Umberto Eco, The Name of the Rose
For years the Rainbow Way was nameless to me. Always calling me, navigating my footsteps unseen. My creativity was an unconscious process, hit or miss. But motherhood, and the writing of this book required that I put into words the invisible, indescribable forces which steer the path of the creative mother.
So what, you may be wondering, is the Rainbow Way?
It is my attempt to express the unique creative journey of mothers, through women's experiences, language and symbology, to create for us a native map of the terrain. To make visible and viable that which has previously remained hidden and impossible.
The Rainbow Way ...
Stands in contrast to our culture's monochromatic vision of what is possible or desirable for women, and especially mothers.
Embraces the many different shades of creative mother. Each woman has her own path to travel, her own soul callings. It is not a "one size fits all" program, but one which provides structure, support and possibility for your own unique journey.
Shares a lost feminine archetype, the Creative Rainbow Mother, and helps those who identify with her to integrate this new understanding into every area of her life.
Integrates creative, personal and spiritual development.
Is a path of color, beauty and transformation, incorporating the sunshine and showers of life.
Honors a creative mother's dual soul yearnings in a practical way.
Offers a "road map" to creative motherhood which speaks to body, mind and soul.

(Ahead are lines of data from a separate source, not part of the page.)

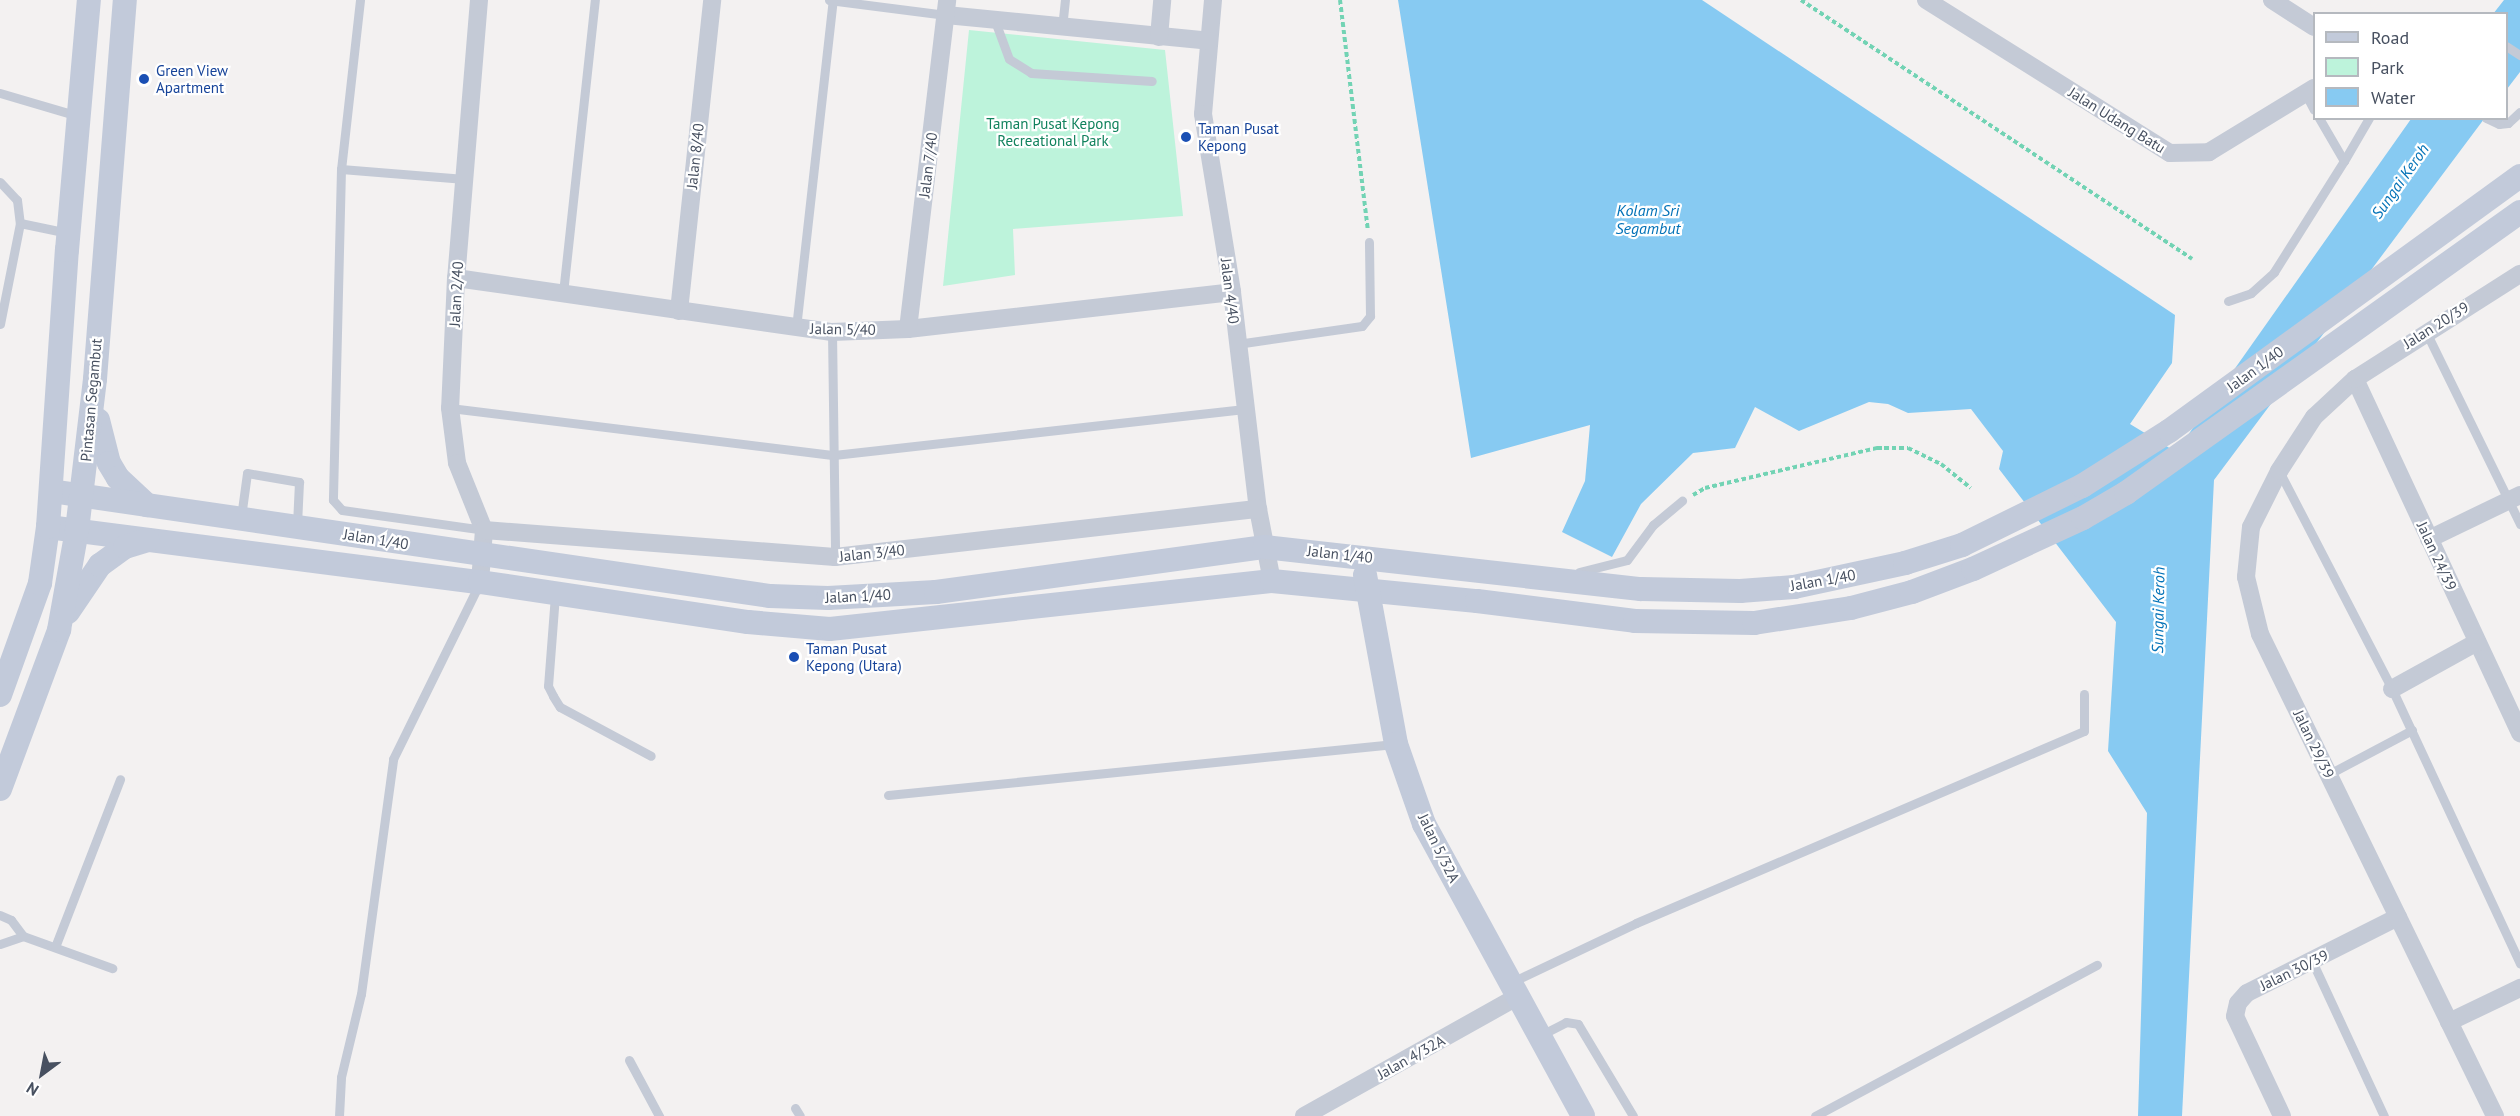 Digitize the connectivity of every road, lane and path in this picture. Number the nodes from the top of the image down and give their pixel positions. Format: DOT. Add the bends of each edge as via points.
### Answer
graph roads {
  1 [pos="89,0"];
  2 [pos="125,0"];
  3 [pos="360,0"];
  4 [pos="479,0"];
  5 [pos="595,0"];
  6 [pos="712,0"];
  7 [pos="832,0"];
  8 [pos="1065,0"];
  9 [pos="1162,0"];
  10 [pos="1213,0"];
  11 [pos="1340,0"];
  12 [pos="1801,0"];
  13 [pos="1926,0"];
  14 [pos="2272,0"];
  15 [pos="946,8"];
  16 [pos="995,21"];
  17 [pos="2313,26"];
  18 [pos="1062,28"];
  19 [pos="1159,37"];
  20 [pos="1209,41"];
  21 [pos="1152,81"];
  22 [pos="2310,91"];
  23 [pos="0,93"];
  24 [pos="2520,112"];
  25 [pos="78,116"];
  26 [pos="2320,120"];
  27 [pos="2368,120"];
  28 [pos="2489,120"];
  29 [pos="2344,161"];
  30 [pos="341,169"];
  31 [pos="2520,176"];
  32 [pos="465,179"];
  33 [pos="0,182"];
  34 [pos="2520,212"];
  35 [pos="20,223"];
  36 [pos="68,233"];
  37 [pos="1370,242"];
  38 [pos="2192,259"];
  39 [pos="456,278"];
  40 [pos="2518,280"];
  41 [pos="1232,292"];
  42 [pos="563,293"];
  43 [pos="2228,301"];
  44 [pos="679,311"];
  45 [pos="0,324"];
  46 [pos="796,328"];
  47 [pos="908,329"];
  48 [pos="2425,331"];
  49 [pos="832,332"];
  50 [pos="1237,344"];
  51 [pos="95,379"];
  52 [pos="2355,379"];
  53 [pos="450,408"];
  54 [pos="1244,409"];
  55 [pos="834,455"];
  56 [pos="2279,471"];
  57 [pos="1971,488"];
  58 [pos="51,491"];
  59 [pos="82,496"];
  60 [pos="2514,498"];
  61 [pos="1682,501"];
  62 [pos="147,505"];
  63 [pos="1258,508"];
  64 [pos="241,517"];
  65 [pos="2520,524"];
  66 [pos="48,527"];
  67 [pos="297,527"];
  68 [pos="77,530"];
  69 [pos="484,530"];
  70 [pos="151,539"];
  71 [pos="2429,539"];
  72 [pos="1265,547"];
  73 [pos="483,555"];
  74 [pos="1362,556"];
  75 [pos="835,557"];
  76 [pos="1532,578"];
  77 [pos="1272,581"];
  78 [pos="480,582"];
  79 [pos="1366,588"];
  80 [pos="555,595"];
  81 [pos="59,630"];
  82 [pos="2478,642"];
  83 [pos="2392,689"];
  84 [pos="2085,694"];
  85 [pos="0,695"];
  86 [pos="2412,729"];
  87 [pos="2520,733"];
  88 [pos="1396,744"];
  89 [pos="651,756"];
  90 [pos="2329,774"];
  91 [pos="120,779"];
  92 [pos="0,789"];
  93 [pos="888,795"];
  94 [pos="0,915"];
  95 [pos="2398,917"];
  96 [pos="23,936"];
  97 [pos="0,944"];
  98 [pos="55,947"];
  99 [pos="2312,961"];
  100 [pos="2097,964"];
  101 [pos="2520,964"];
  102 [pos="112,968"];
  103 [pos="2520,988"];
  104 [pos="1514,990"];
  105 [pos="2450,1022"];
  106 [pos="1539,1036"];
  107 [pos="629,1060"];
  108 [pos="339,1116"];
  109 [pos="659,1116"];
  110 [pos="1304,1116"];
  111 [pos="1583,1116"];
  112 [pos="1633,1116"];
  113 [pos="1815,1116"];
  114 [pos="2282,1116"];
  115 [pos="2384,1116"];
  116 [pos="2495,1116"];
  1 -- 25 [label="main road"];
  2 -- 51 [label="main road, Pintasan Segambut"];
  3 -- 30 [label="lane"];
  4 -- 32 [label="street, Jalan 2/40"];
  5 -- 42 [label="lane"];
  6 -- 44 [label="street, Jalan 8/40"];
  7 -- 15 [label="lane"];
  7 -- 46 [label="lane"];
  8 -- 18 [label="lane"];
  9 -- 19 [label="street"];
  10 -- 20 [label="street, Jalan 4/40"];
  11 -- 37 [label="path"];
  12 -- 38 [label="path"];
  13 -- 22 [label="street, Jalan Udang Batu" via="2170,153 2209,152"];
  14 -- 17 [label="street"];
  15 -- 16 [label="street"];
  15 -- 47 [label="street, Jalan 7/40"];
  16 -- 18 [label="street"];
  16 -- 21 [label="lane" via="1009,59 1017,68 1031,73"];
  18 -- 19 [label="street"];
  19 -- 20 [label="street"];
  20 -- 41 [label="street, Jalan 4/40" via="1203,114"];
  23 -- 25 [label="lane"];
  24 -- 28 [label="lane" via="2508,123"];
  25 -- 36 [label="main road"];
  26 -- 29 [label="lane"];
  27 -- 29 [label="lane"];
  29 -- 43 [label="lane" via="2274,272 2251,293"];
  30 -- 32 [label="lane"];
  30 -- 69 [label="lane" via="333,501 342,510"];
  31 -- 76 [label="main road, Jalan 1/40" via="2169,431 2082,486 1962,544 1853,575 1794,587 1641,590"];
  32 -- 39 [label="street, Jalan 2/40"];
  33 -- 35 [label="lane" via="17,200"];
  34 -- 79 [label="main road, Jalan 1/40" via="2126,493 2083,518 1973,569 1851,608 1754,623 1635,621"];
  35 -- 36 [label="lane"];
  35 -- 45 [label="lane"];
  36 -- 58 [label="main road"];
  37 -- 50 [label="lane" via="1370,316 1362,326"];
  39 -- 42 [label="street, Jalan 5/40"];
  39 -- 53 [label="street, Jalan 2/40"];
  40 -- 48 [label="street, Jalan 20/39"];
  41 -- 47 [label="street, Jalan 5/40"];
  41 -- 50 [label="street, Jalan 4/40"];
  42 -- 44 [label="street, Jalan 5/40"];
  44 -- 46 [label="street, Jalan 5/40"];
  46 -- 49 [label="street, Jalan 5/40"];
  47 -- 49 [label="street, Jalan 5/40"];
  48 -- 52 [label="street, Jalan 20/39"];
  48 -- 60 [label="lane"];
  49 -- 55 [label="lane"];
  50 -- 54 [label="street, Jalan 4/40"];
  51 -- 59 [label="main road, Pintasan Segambut"];
  51 -- 62 [label="main road" via="102,449 118,478"];
  52 -- 56 [label="street, Jalan 29/39" via="2314,417"];
  52 -- 71 [label="street, Jalan 24/39"];
  53 -- 55 [label="lane"];
  53 -- 69 [label="street, Jalan 2/40" via="457,463"];
  54 -- 55 [label="lane"];
  54 -- 63 [label="street, Jalan 4/40"];
  55 -- 75 [label="lane"];
  56 -- 83 [label="lane"];
  56 -- 90 [label="street, Jalan 29/39" via="2251,527 2246,577 2260,634"];
  57 -- 61 [label="path" via="1941,464 1908,448 1877,448 1705,488"];
  58 -- 59 [label="main road, Jalan 1/40"];
  58 -- 66 [label="main road"];
  59 -- 62 [label="main road, Jalan 1/40"];
  59 -- 68 [label="main road, Pintasan Segambut"];
  60 -- 65 [label="lane"];
  60 -- 71 [label="street"];
  61 -- 76 [label="lane" via="1653,525 1627,561 1601,570"];
  62 -- 64 [label="main road, Jalan 1/40"];
  63 -- 72 [label="street, Jalan 4/40"];
  63 -- 75 [label="street, Jalan 3/40"];
  64 -- 67 [label="main road, Jalan 1/40"];
  64 -- 67 [label="lane" via="247,473 299,482"];
  66 -- 68 [label="main road, Jalan 1/40"];
  66 -- 85 [label="main road" via="40,583"];
  67 -- 73 [label="main road, Jalan 1/40"];
  68 -- 70 [label="main road, Jalan 1/40"];
  68 -- 81 [label="main road, Pintasan Segambut"];
  69 -- 73 [label="street, Jalan 2/40"];
  69 -- 75 [label="street, Jalan 3/40"];
  70 -- 78 [label="main road, Jalan 1/40"];
  70 -- 81 [label="main road" via="125,547 100,565 76,595"];
  71 -- 82 [label="street, Jalan 24/39"];
  72 -- 73 [label="main road, Jalan 1/40" via="936,592 828,598 697,588"];
  72 -- 74 [label="main road, Jalan 1/40"];
  72 -- 77 [label="street, Jalan 4/40"];
  73 -- 78 [label="street, Jalan 2/40"];
  74 -- 76 [label="main road, Jalan 1/40"];
  74 -- 79 [label="main road, Jalan 5/32A"];
  77 -- 79 [label="main road, Jalan 1/40"];
  77 -- 80 [label="main road, Jalan 1/40" via="830,629 748,622"];
  78 -- 80 [label="main road, Jalan 1/40"];
  78 -- 108 [label="lane" via="393,759 361,994 341,1077"];
  79 -- 88 [label="main road, Jalan 5/32A"];
  80 -- 89 [label="lane" via="548,686 560,708"];
  81 -- 92 [label="main road, Pintasan Segambut"];
  82 -- 83 [label="street"];
  82 -- 87 [label="street, Jalan 24/39"];
  83 -- 86 [label="lane"];
  84 -- 104 [label="lane" via="2084,731 1636,923"];
  86 -- 90 [label="lane"];
  86 -- 101 [label="lane"];
  88 -- 93 [label="lane"];
  88 -- 104 [label="main road, Jalan 5/32A" via="1424,824"];
  90 -- 95 [label="street, Jalan 29/39"];
  91 -- 98 [label="lane"];
  94 -- 96 [label="lane" via="11,920"];
  95 -- 99 [label="street, Jalan 30/39"];
  95 -- 105 [label="street, Jalan 29/39"];
  96 -- 97 [label="lane"];
  96 -- 98 [label="lane"];
  98 -- 102 [label="lane"];
  99 -- 114 [label="street, Jalan 30/39" via="2247,993 2235,1016"];
  99 -- 115 [label="lane"];
  100 -- 113 [label="lane"];
  103 -- 105 [label="street"];
  104 -- 106 [label="main road, Jalan 5/32A"];
  104 -- 110 [label="street, Jalan 4/32A"];
  105 -- 116 [label="street, Jalan 29/39"];
  106 -- 111 [label="main road, Jalan 5/32A"];
  106 -- 112 [label="lane" via="1566,1022 1578,1024"];
  107 -- 109 [label="lane"];
}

But in order to seize this possibility for a more fulfilling life, we have to let go of our old map, which has been handed down to us by well-meaning career counselors, teachers, parents, partners and employers, that which is called "The Only Way" or "The Way Things Are". That is the way that our ancestors and communities have lived, unchanged and unquestioned for generations. When we decide to follow our souls on their creative journey whilst nurturing our mothering hearts, then we are ready to take the first step onto the Rainbow Way.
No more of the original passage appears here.